🤖 AI Summary
This paper addresses the problem of selecting an appropriate covariate balance metric in randomized experiments. Methodologically, it establishes a unified theoretical framework for quadratic-form rerandomization, characterizing the asymptotic statistical properties of rerandomization under any positive semidefinite matrix $A$, and elucidating how different choices of $A$ induce distinct balance criteria. Theoretically, it proves that Euclidean distance—corresponding to $A = I$—is minimax-optimal for variance reduction, and substantially outperforms alternatives such as Mahalanobis distance in high-dimensional settings. Monte Carlo simulations confirm its robust superiority in estimation accuracy for average treatment effects. The primary contribution is the first general theoretical analysis framework for quadratic-form balance metrics, which formally justifies Euclidean distance as the default, statistically principled choice.

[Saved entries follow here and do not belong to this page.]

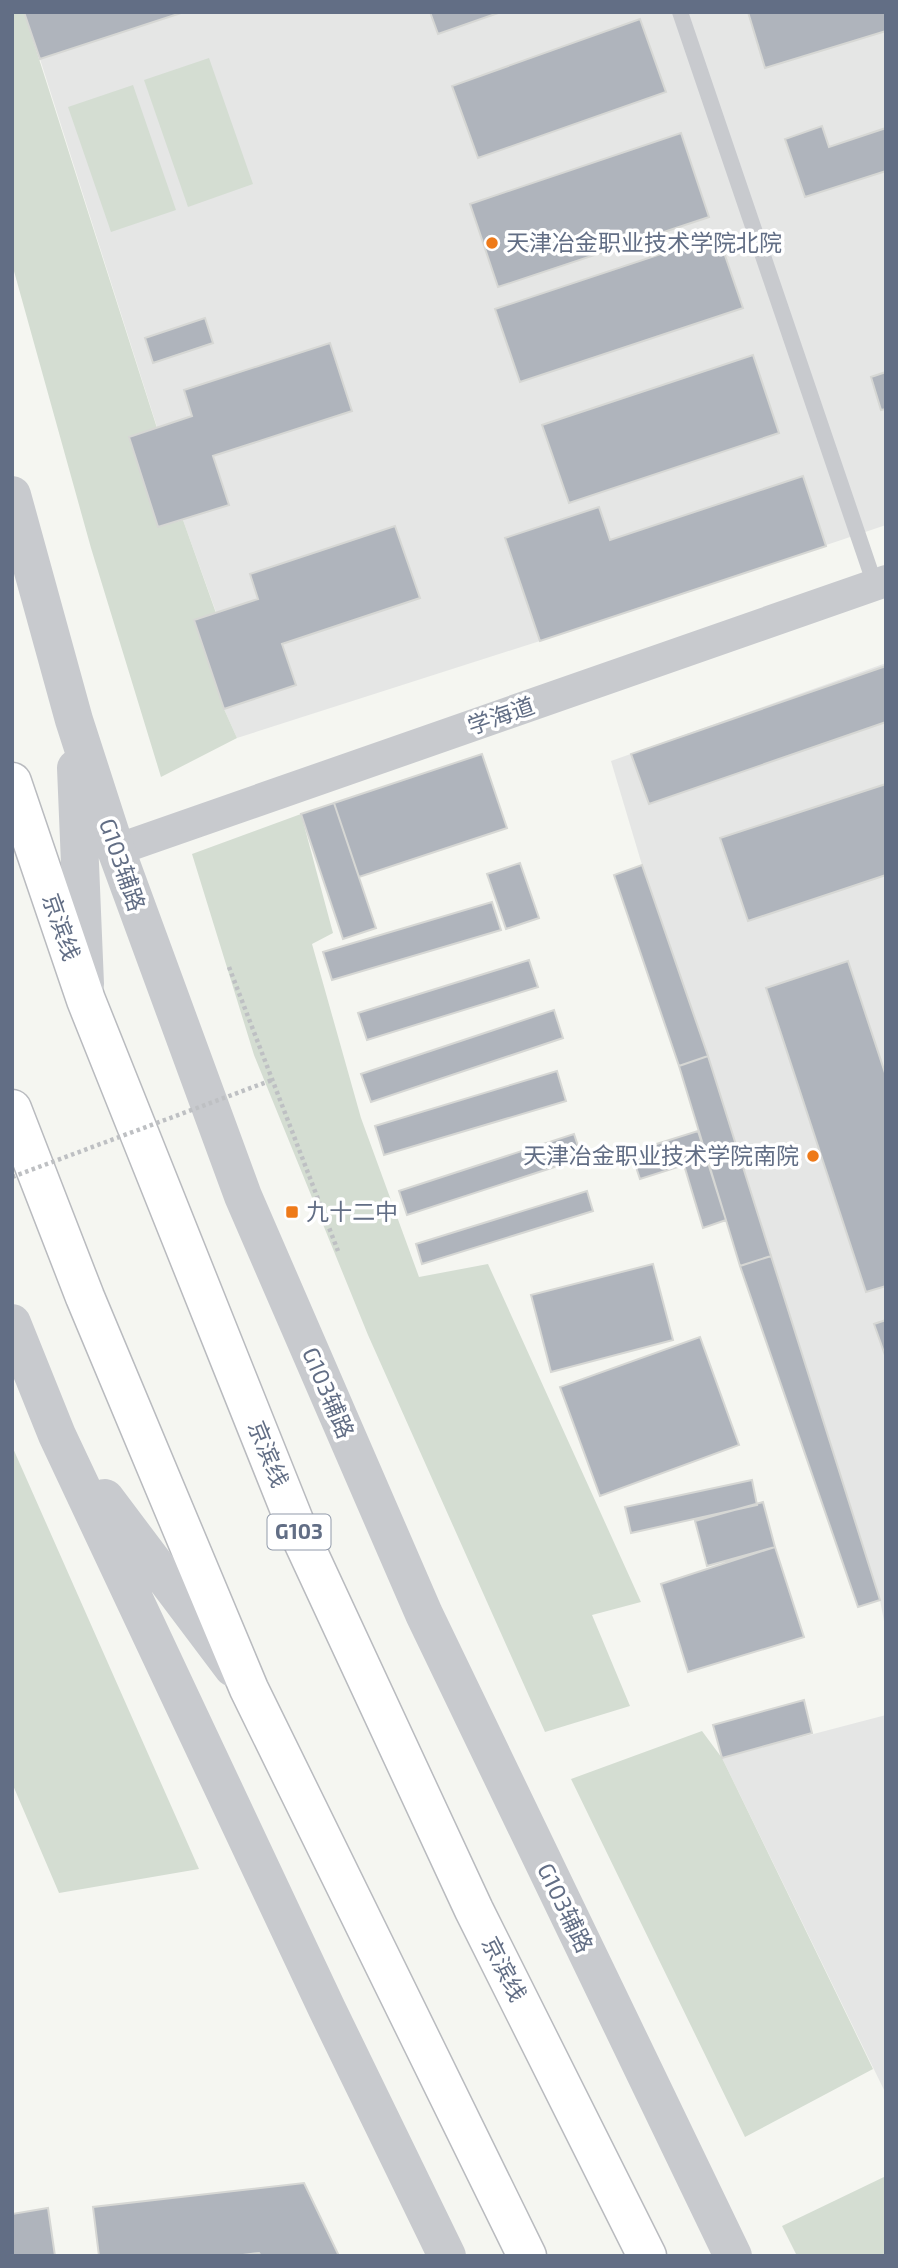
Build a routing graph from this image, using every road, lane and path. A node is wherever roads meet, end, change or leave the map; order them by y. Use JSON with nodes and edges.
{"nodes":[{"id":1,"x":680,"y":12,"type":"edge"},
{"id":2,"x":12,"y":495,"type":"edge"},
{"id":3,"x":880,"y":583,"type":"edge"},
{"id":4,"x":74,"y":720,"type":"junction"},
{"id":5,"x":12,"y":782,"type":"edge"},
{"id":6,"x":116,"y":850,"type":"junction"},
{"id":7,"x":229,"y":968,"type":"dead end"},
{"id":8,"x":86,"y":1000,"type":"junction"},
{"id":9,"x":272,"y":1080,"type":"junction"},
{"id":10,"x":12,"y":1109,"type":"edge"},
{"id":11,"x":12,"y":1177,"type":"edge"},
{"id":12,"x":338,"y":1251,"type":"dead end"},
{"id":13,"x":12,"y":1323,"type":"edge"},
{"id":14,"x":57,"y":1434,"type":"junction"},
{"id":15,"x":249,"y":1689,"type":"junction"},
{"id":16,"x":447,"y":2256,"type":"edge"},
{"id":17,"x":527,"y":2256,"type":"edge"},
{"id":18,"x":647,"y":2256,"type":"edge"},
{"id":19,"x":733,"y":2256,"type":"edge"}],
"edges":[{"from":1,"to":3,"type":"lane"},
{"from":2,"to":4,"type":"street","name":"G103辅路"},
{"from":3,"to":6,"type":"street","name":"学海道"},
{"from":4,"to":6,"type":"street","name":"G103辅路"},
{"from":4,"to":8,"type":"street"},
{"from":5,"to":8,"type":"highway","name":"京滨线","number":"G103"},
{"from":6,"to":19,"type":"street","name":"G103辅路"},
{"from":7,"to":9,"type":"path"},
{"from":8,"to":18,"type":"highway","name":"京滨线","number":"G103"},
{"from":9,"to":11,"type":"path","bridge":true},
{"from":9,"to":12,"type":"path"},
{"from":10,"to":15,"type":"highway"},
{"from":13,"to":14,"type":"street"},
{"from":14,"to":15,"type":"street"},
{"from":14,"to":16,"type":"street"},
{"from":15,"to":17,"type":"highway"}]}
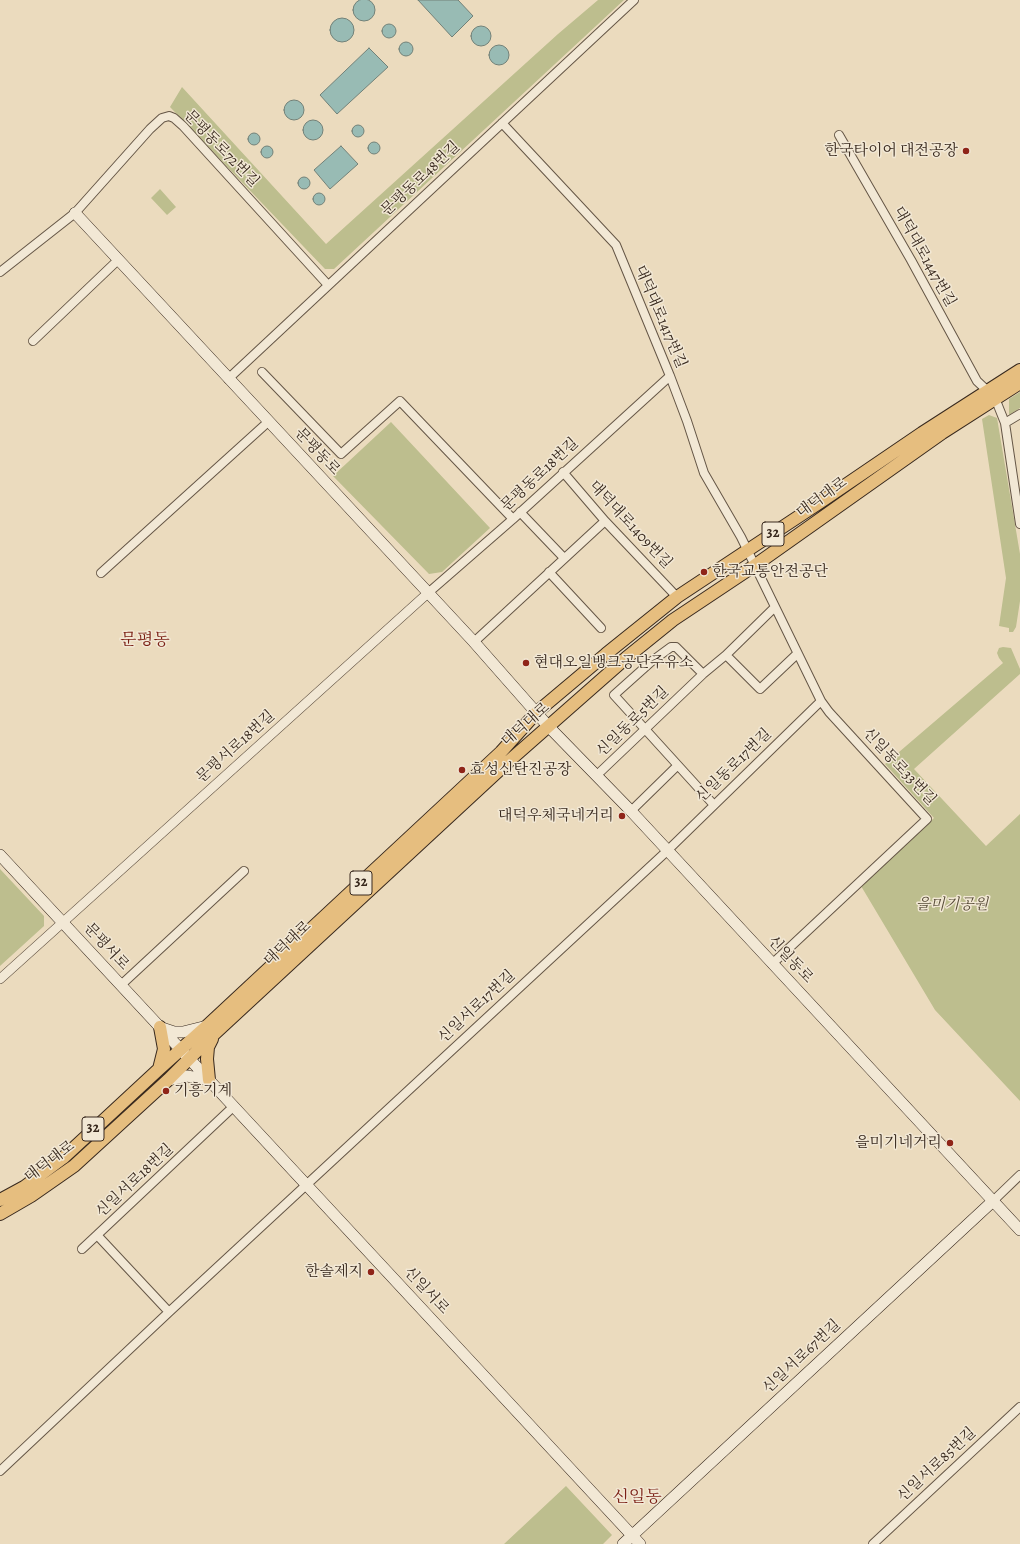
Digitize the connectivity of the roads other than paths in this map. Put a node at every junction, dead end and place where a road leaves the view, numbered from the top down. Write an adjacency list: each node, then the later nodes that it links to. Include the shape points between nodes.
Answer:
1 (634, 0): 2 (street, 문평동로48번길)
2 (502, 123): 7 (street, 문평동로48번길); 11 (street, 대덕대로1417번길, via 616,246)
3 (839, 135): 14 (street, 대덕대로1447번길, via 977,381)
4 (75, 213): 5 (main road, 문평동로); 6 (street); 7 (street, 문평동로72번길, via 150,129 162,118 169,116 183,126)
5 (118, 260): 8 (street); 12 (main road, 문평동로)
6 (0, 272)
7 (328, 284): 12 (street, 문평동로48번길)
8 (33, 341)
9 (1020, 370): 14 (main road, 대덕대로 / 32)
10 (262, 372): 20 (street, via 341,454 400,402)
11 (670, 376): 18 (street, 문평동로18번길); 23 (street, 대덕대로1417번길, via 704,473 741,537)
12 (228, 379): 16 (main road, 문평동로)
13 (1020, 383): 14 (main road, 대덕대로 / 32)
14 (991, 394): 17 (street); 23 (main road, 대덕대로 / 32, via 922,433); 25 (main road, 대덕대로 / 32)
15 (1020, 414): 17 (street)
16 (268, 422): 27 (street); 28 (main road, 문평동로)
17 (1005, 423): 22 (street)
18 (563, 472): 19 (street, 문평동로18번길); 21 (street, 대덕대로1409번길)
19 (520, 512): 20 (street, 문평동로18번길); 24 (street)
20 (513, 519): 28 (street, 문평동로18번길)
21 (605, 521): 24 (street); 29 (street, 대덕대로1409번길)
22 (1020, 524)
23 (746, 551): 25 (street, 신일동로33번길); 29 (main road, 대덕대로 / 32)
24 (564, 558): 26 (street)
25 (754, 566): 30 (street, 신일동로33번길); 38 (main road, 대덕대로 / 32, via 673,620)
26 (549, 572): 31 (street); 32 (street)
27 (101, 573)
28 (428, 593): 32 (main road, 문평동로); 47 (street, 문평서로18번길)
29 (677, 597): 37 (main road, 대덕대로 / 32)
30 (775, 607): 33 (street, 신일동로33번길); 34 (street, 신일동로5번길)
31 (601, 628)
32 (474, 642): 37 (main road, 문평동로)
33 (797, 654): 34 (street, via 760,689); 36 (street, 신일동로33번길)
34 (726, 655): 35 (street, 신일동로5번길)
35 (703, 674): 39 (street, 신일동로5번길); 39 (street, via 676,647 671,647 614,695)
36 (821, 701): 42 (street, 신일동로17번길); 48 (street, 신일동로33번길, via 927,818)
37 (537, 712): 38 (main road, 신일동로); 52 (main road, 대덕대로 / 32, via 501,752)
38 (548, 726): 41 (main road, 신일동로); 52 (main road, 대덕대로 / 32)
39 (645, 730): 40 (street); 41 (street, 신일동로5번길)
40 (677, 766): 42 (street); 43 (street)
41 (597, 775): 43 (main road, 신일동로)
42 (714, 805): 44 (street, 신일동로17번길)
43 (631, 811): 44 (main road, 신일동로)
44 (667, 851): 48 (main road, 신일동로); 60 (street, 신일서로17번길)
45 (0, 855): 47 (main road, 문평서로)
46 (244, 871): 50 (street)
47 (63, 923): 49 (street, 문평서로18번길); 50 (main road, 문평서로)
48 (772, 964): 62 (main road, 신일동로)
49 (0, 979)
50 (120, 985): 51 (main road, 문평서로)
51 (160, 1027): 52 (main road, via 174,1032); 53 (main road, 문평서로); 55 (main road, via 164,1049)
52 (211, 1030): 53 (main road, 대덕대로 / 32); 54 (main road, 대덕대로 / 32); 57 (main road, via 206,1059)
53 (180, 1050): 54 (main road, 문평서로); 55 (main road, 대덕대로 / 32)
54 (189, 1059): 56 (main road, 대덕대로 / 32); 57 (main road, 신일서로)
55 (158, 1069): 61 (main road, 대덕대로 / 32, via 63,1158 24,1187)
56 (168, 1080): 57 (main road, via 187,1076); 63 (main road, 대덕대로 / 32, via 74,1166)
57 (209, 1080): 58 (main road, 신일서로)
58 (233, 1107): 60 (main road, 신일서로); 65 (street, 신일서로18번길)
59 (1020, 1175): 62 (street)
60 (307, 1184): 67 (street); 70 (main road, 신일서로)
61 (0, 1200)
62 (993, 1200): 64 (main road, 신일동로); 70 (main road, 신일서로67번길)
63 (0, 1214)
64 (1020, 1230)
65 (97, 1235): 66 (street); 67 (street, 신일서로18번길)
66 (82, 1249)
67 (169, 1312): 69 (street)
68 (1020, 1407): 73 (street, 신일서로85번길)
69 (0, 1471)
70 (632, 1536): 71 (main road, 신일서로67번길); 72 (main road, 신일서로)
71 (623, 1544)
72 (640, 1544)
73 (873, 1544)

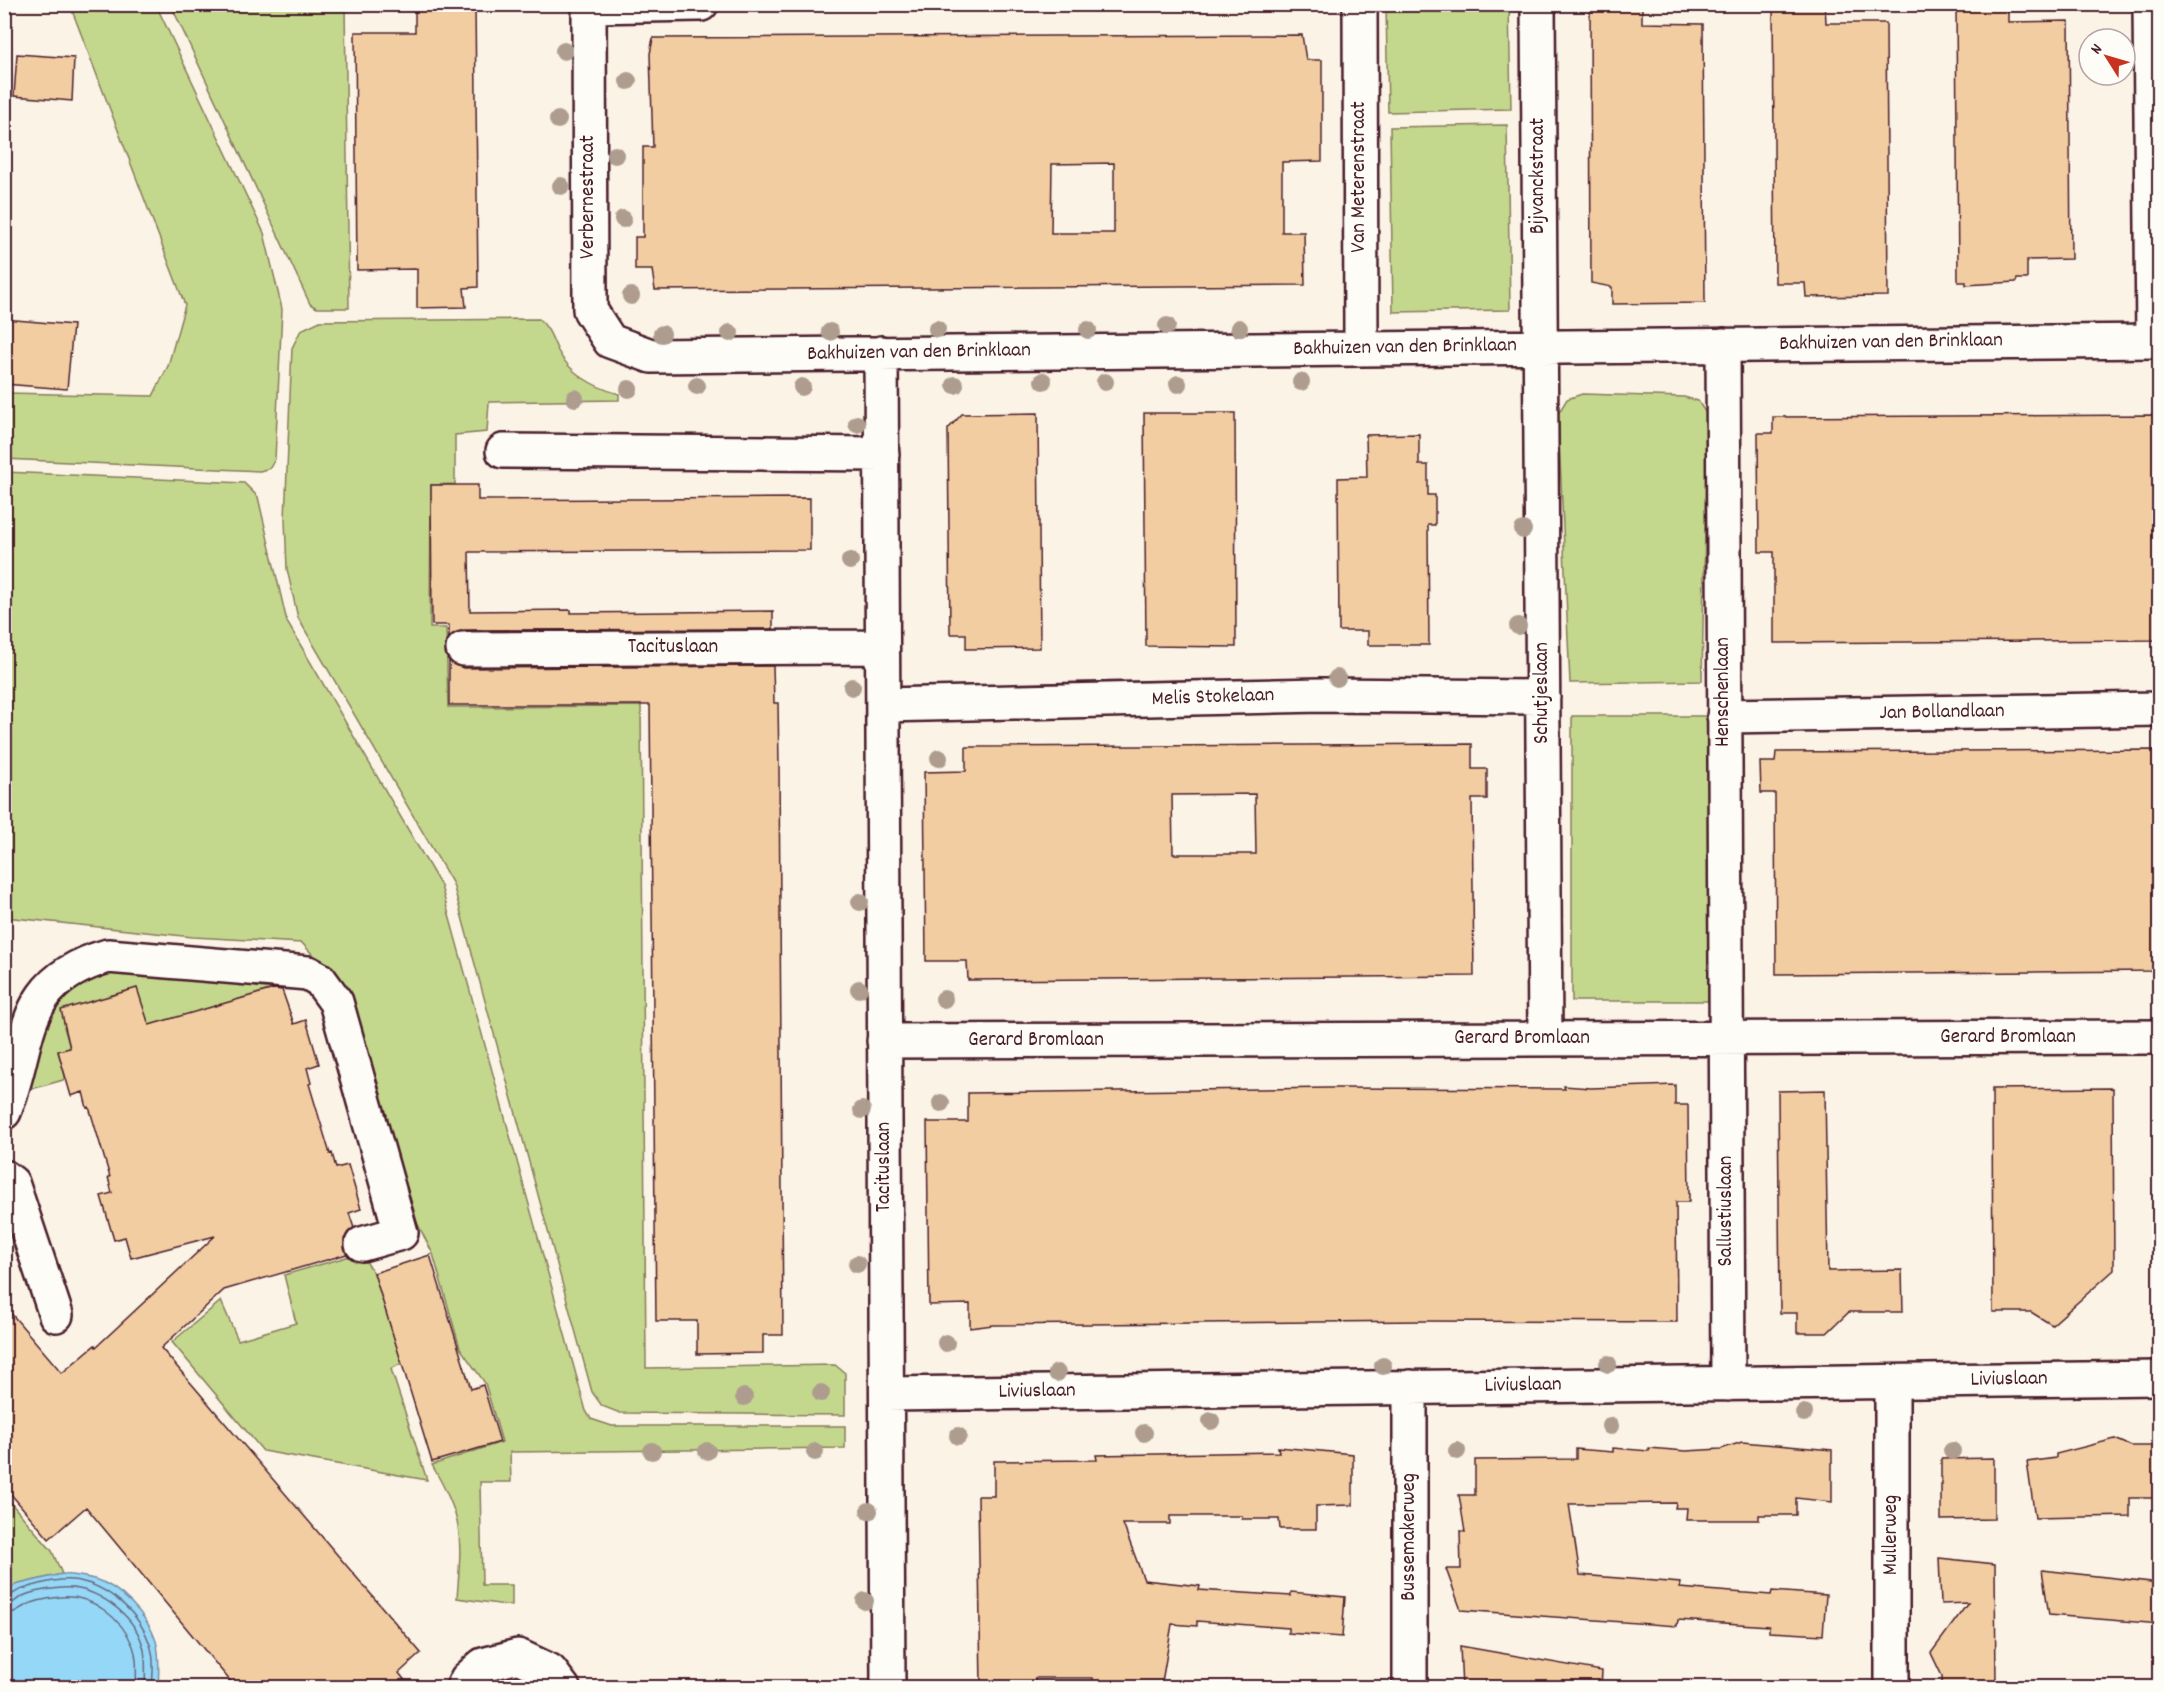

This yields a simple, efficient, and broadly applicable covariate balance criterion for experimental design.
📝 Abstract
In the design stage of a randomized experiment, one way to ensure treatment and control groups exhibit similar covariate distributions is to randomize treatment until some prespecified level of covariate balance is satisfied. This experimental design strategy is known as rerandomization. Most rerandomization methods utilize balance metrics based on a quadratic form $v^TAv$ , where $v$ is a vector of covariate mean differences and $A$ is a positive semi-definite matrix. In this work, we derive general results for treatment-versus-control rerandomization schemes that employ quadratic forms for covariate balance. In addition to allowing researchers to quickly derive properties of rerandomization schemes not previously considered, our theoretical results provide guidance on how to choose the matrix $A$ in practice. We find the Mahalanobis and Euclidean distances optimize different measures of covariate balance. Furthermore, we establish how the covariates' eigenstructure and their relationship to the outcomes dictates which matrix $A$ yields the most precise mean-difference estimator for the average treatment effect. We find that the Euclidean distance is minimax optimal, in the sense that the mean-difference estimator's precision is never too far from the optimal choice, regardless of the relationship between covariates and outcomes. Our theoretical results are verified via simulation, where we find that rerandomization using the Euclidean distance has better performance in high-dimensional settings and typically achieves greater variance reduction to the mean-difference estimator than other quadratic forms.